To customize the Sheriff NIDS rule(s)
  1. Identify the rule(s) you want to enable.

  2. Connect to the Sheriff Console through SSH and use your credentials to log in. The Sheriff Setup menu displays.

  3. On the Sheriff Setup main menu, select Jailbreak System to gain command line access.Select Yes when prompted. You will be in the root directory.
  4. Place the rule you want to enable into /etc/suricata/rules/local.rules and save your changes. One way to do this is to copy the rule(s) from the original rule file and paste it into local.rules, making sure to remove the "#" at the beginning of the line.

    The following example performs these tasks in a Linux one-liner

    # cat /etc/suricata/rules/emerging_pro-policy.rules | grep 2009294 | cut -d'#' -f2 >> /etc/suricata/rules/local.rules

    In this command, grep is used to search for the unique ID of a disabled Credit Card Policy Rule, copy it from /etc/suricata/rules/emerging_pro-policy.rules, remove the "#" at the beginning of the line (using cut), and paste it to /etc/suricata/rules/local.rules.

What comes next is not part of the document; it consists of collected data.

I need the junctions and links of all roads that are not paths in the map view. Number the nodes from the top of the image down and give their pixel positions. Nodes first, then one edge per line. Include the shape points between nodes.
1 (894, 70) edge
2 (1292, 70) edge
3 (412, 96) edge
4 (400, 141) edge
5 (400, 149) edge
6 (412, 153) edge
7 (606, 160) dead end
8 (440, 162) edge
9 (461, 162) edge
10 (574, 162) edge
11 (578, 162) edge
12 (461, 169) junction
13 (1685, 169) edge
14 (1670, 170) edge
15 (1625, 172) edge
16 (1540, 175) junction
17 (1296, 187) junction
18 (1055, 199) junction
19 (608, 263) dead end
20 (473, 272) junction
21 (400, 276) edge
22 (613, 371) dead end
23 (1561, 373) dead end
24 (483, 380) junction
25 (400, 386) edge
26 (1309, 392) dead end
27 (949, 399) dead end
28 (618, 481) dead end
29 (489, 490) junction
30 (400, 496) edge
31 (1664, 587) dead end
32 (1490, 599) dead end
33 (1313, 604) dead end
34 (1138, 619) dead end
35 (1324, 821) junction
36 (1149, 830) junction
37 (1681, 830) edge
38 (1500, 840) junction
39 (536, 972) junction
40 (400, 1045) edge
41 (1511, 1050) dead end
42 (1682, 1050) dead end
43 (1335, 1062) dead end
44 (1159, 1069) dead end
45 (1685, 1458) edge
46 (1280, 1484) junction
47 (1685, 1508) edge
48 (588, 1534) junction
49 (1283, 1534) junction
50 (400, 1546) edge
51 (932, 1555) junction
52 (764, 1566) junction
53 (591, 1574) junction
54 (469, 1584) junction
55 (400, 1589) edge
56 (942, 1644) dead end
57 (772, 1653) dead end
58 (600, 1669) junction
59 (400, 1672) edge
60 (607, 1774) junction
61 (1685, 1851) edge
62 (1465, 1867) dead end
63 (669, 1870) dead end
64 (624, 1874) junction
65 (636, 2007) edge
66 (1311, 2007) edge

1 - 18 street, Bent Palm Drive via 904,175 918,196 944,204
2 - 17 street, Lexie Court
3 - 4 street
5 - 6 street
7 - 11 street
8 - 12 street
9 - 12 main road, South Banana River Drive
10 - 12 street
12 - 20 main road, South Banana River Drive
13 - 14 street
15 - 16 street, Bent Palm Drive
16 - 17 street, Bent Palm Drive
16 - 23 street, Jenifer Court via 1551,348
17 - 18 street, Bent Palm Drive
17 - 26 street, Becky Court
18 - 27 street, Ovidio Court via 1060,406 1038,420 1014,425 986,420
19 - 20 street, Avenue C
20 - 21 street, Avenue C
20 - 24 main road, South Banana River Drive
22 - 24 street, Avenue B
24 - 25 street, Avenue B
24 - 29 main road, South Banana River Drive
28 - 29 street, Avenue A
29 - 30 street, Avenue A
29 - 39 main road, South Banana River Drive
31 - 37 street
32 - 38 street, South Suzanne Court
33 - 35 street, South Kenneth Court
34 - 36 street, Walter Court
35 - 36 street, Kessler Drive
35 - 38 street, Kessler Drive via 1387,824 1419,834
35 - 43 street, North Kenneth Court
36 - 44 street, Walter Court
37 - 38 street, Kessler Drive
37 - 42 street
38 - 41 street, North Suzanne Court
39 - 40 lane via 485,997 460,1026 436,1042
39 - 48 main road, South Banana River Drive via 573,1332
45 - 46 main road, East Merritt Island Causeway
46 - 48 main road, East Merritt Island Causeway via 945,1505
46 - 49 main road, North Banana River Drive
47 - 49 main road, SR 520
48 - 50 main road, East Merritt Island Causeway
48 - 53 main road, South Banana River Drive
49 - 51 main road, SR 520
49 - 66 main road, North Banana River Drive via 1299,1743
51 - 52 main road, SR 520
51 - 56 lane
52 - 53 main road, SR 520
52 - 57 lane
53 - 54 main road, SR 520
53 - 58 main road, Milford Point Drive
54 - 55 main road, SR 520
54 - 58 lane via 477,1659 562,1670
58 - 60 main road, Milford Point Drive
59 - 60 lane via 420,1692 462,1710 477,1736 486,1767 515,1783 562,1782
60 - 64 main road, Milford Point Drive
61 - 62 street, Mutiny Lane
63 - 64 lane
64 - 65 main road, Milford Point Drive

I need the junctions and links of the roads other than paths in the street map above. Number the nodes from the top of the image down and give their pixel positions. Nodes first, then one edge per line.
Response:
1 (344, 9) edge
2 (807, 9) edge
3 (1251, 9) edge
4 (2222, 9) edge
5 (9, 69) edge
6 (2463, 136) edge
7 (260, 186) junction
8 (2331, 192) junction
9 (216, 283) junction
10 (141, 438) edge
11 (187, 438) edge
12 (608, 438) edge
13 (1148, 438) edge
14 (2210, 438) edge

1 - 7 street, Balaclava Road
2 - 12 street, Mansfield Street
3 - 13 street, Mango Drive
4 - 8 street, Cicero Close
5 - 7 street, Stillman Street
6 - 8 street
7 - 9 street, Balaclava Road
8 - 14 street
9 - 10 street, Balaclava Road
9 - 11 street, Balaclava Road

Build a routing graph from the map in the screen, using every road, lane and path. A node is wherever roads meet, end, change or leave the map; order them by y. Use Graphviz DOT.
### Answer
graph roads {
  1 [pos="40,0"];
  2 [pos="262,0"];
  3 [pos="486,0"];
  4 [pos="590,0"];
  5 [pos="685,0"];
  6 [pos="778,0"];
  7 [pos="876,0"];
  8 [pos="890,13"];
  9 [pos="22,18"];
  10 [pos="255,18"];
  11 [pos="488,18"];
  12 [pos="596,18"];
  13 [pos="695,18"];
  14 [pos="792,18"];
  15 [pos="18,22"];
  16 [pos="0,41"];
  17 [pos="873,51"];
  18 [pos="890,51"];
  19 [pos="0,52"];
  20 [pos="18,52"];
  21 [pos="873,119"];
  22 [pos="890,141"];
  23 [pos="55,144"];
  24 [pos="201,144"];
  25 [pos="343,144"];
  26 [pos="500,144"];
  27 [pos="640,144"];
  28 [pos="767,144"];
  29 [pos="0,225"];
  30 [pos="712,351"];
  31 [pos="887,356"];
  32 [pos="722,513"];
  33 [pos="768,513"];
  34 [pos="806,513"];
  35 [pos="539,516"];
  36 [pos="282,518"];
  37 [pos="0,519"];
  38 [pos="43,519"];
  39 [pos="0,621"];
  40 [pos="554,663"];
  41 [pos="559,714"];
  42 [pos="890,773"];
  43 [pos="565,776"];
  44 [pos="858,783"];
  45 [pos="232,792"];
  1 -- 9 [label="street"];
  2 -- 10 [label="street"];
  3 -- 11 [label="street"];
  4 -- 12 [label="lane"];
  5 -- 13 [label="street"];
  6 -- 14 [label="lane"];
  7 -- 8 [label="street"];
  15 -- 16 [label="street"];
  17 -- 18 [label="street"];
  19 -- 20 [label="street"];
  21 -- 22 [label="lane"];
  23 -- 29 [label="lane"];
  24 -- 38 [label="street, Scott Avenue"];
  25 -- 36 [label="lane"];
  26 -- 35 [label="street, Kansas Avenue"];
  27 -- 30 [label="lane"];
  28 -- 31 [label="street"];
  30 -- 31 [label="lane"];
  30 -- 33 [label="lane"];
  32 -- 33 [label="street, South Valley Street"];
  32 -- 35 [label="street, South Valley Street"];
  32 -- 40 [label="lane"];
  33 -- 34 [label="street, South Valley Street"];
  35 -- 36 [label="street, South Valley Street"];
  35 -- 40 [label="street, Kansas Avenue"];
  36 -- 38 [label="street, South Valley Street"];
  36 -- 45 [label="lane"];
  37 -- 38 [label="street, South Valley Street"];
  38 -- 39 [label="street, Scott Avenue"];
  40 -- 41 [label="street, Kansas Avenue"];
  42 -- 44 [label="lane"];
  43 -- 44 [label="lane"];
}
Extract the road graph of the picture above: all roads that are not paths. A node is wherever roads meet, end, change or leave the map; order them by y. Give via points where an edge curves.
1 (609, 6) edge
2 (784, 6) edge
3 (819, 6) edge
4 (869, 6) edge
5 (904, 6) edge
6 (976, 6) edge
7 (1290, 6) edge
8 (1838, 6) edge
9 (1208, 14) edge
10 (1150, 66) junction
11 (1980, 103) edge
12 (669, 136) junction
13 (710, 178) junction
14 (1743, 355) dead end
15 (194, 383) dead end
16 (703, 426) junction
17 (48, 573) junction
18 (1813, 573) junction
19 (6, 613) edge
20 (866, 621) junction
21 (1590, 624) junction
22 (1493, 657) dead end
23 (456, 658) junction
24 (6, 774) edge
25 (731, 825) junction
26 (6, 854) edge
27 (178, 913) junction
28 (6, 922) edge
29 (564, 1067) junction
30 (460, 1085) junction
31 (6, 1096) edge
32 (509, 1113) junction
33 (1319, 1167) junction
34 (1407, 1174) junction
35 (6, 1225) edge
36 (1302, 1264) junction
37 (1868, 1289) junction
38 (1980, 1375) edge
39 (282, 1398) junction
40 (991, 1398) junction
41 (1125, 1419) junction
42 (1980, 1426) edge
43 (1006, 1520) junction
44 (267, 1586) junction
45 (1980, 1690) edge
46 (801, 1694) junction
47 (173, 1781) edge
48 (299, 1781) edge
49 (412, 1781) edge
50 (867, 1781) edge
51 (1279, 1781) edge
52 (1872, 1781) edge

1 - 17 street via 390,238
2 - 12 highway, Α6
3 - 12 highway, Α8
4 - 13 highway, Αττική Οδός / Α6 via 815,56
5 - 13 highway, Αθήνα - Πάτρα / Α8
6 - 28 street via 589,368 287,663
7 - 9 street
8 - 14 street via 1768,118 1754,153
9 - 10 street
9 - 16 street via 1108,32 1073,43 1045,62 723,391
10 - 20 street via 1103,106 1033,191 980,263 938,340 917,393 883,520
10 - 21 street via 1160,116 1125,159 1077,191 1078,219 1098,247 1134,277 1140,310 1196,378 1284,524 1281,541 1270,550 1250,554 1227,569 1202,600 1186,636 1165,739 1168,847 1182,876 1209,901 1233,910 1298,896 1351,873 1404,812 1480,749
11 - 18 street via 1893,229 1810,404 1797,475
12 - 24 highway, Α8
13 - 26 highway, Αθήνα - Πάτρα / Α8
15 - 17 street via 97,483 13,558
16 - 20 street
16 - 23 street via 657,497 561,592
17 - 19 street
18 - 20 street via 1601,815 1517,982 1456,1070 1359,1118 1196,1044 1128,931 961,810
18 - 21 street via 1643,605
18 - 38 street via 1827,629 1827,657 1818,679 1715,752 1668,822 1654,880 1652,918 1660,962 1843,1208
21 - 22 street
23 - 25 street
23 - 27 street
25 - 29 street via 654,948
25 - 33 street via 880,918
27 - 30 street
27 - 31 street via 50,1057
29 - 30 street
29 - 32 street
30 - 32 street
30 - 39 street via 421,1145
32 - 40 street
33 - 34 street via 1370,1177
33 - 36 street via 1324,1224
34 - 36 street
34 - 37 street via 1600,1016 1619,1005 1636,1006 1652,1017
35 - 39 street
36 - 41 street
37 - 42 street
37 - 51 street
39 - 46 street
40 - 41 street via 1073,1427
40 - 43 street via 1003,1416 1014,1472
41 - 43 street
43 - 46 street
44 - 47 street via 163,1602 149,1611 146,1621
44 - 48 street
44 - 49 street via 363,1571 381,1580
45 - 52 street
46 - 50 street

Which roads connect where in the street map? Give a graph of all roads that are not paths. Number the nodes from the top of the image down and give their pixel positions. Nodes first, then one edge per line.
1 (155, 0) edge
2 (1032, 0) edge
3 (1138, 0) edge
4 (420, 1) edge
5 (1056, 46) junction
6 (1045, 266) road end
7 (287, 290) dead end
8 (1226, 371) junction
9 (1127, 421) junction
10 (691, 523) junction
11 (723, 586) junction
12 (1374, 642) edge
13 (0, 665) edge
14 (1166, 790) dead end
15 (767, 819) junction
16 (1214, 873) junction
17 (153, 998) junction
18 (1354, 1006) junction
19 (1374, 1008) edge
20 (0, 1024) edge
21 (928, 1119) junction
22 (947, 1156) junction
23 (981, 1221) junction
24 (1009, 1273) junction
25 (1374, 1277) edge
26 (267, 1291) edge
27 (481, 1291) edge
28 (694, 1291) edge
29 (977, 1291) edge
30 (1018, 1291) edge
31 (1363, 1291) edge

    Open local.rules to confirm that the rule was copied correctly

    # cat /etc/suricata/rules/local.rules
    alert ip any any > any any (msg:"ET POLICY Credit Card Number Detected in Clear (15 digit dashed 2)"; pcre:"/ (3[4|7]\d{2}|2014|2149|2131|1800)-\d{6}-\d{5} /"; reference:url,www.beachnet.com/~hstiles/cardtype.html; reference:url,doc.emergingthreats.net/2009294; classtype:policy-violation; sid:2009294; rev:1;)

    Note: To ensure that the rule doesn't conflict with existing rules, you should use a SID between 5,000,000 and 5,999,999.

  5. Repeat the command for all the rules you want to enable.

  6. Modify the rule(s) if needed and save your changes.
  7. Using a command line text editor of your choice, add a reference to local.rules at the bottom of /etc/suricata/rule-files.yaml

    %YAML 1.1
    ---
    default-rule-path: /etc/suricata/rules
    rule-files:
    - emerging_pro-activex.rules
    - emerging_pro-attack_response.rules
    - emerging_pro-chat.rules
    [...]
    - suricata-smtp-events.rules
    - suricata-stream-events.rules
    - local.rules
  8. Run the following script to import the rules to the database
    perl /usr/share/vigilante/scripts/create_sidmap.pl /etc/suricata/rules
  9. Restart the Sheriff NIDS service for your changes to take effect

    #service suricata restart
  10. Restart the Sheriff Agent service to digest the changes

    #service vigilante-agent restart

Warning: If you are using Sheriff CSM version 5.3.3 or earlier, running threat intelligence or plugin feed updates will overwrite any changes you made to the local.rules file. To avoid this issue, upgrade to Sheriff CSM version 5.3.4 or later.

Sheriff Vigilante Limitations: Both Sheriff Vigilante and the Sheriff CSM HIDS decoders are fully featured, with all of their information coming from the Plugin Feed Updates that Sheriff CSM and Sheriff Vigilante provide. However, Sheriff Vigilante lacks the depth of NIDS information that is provided to Sheriff CSM through the Threat Intelligence Updates.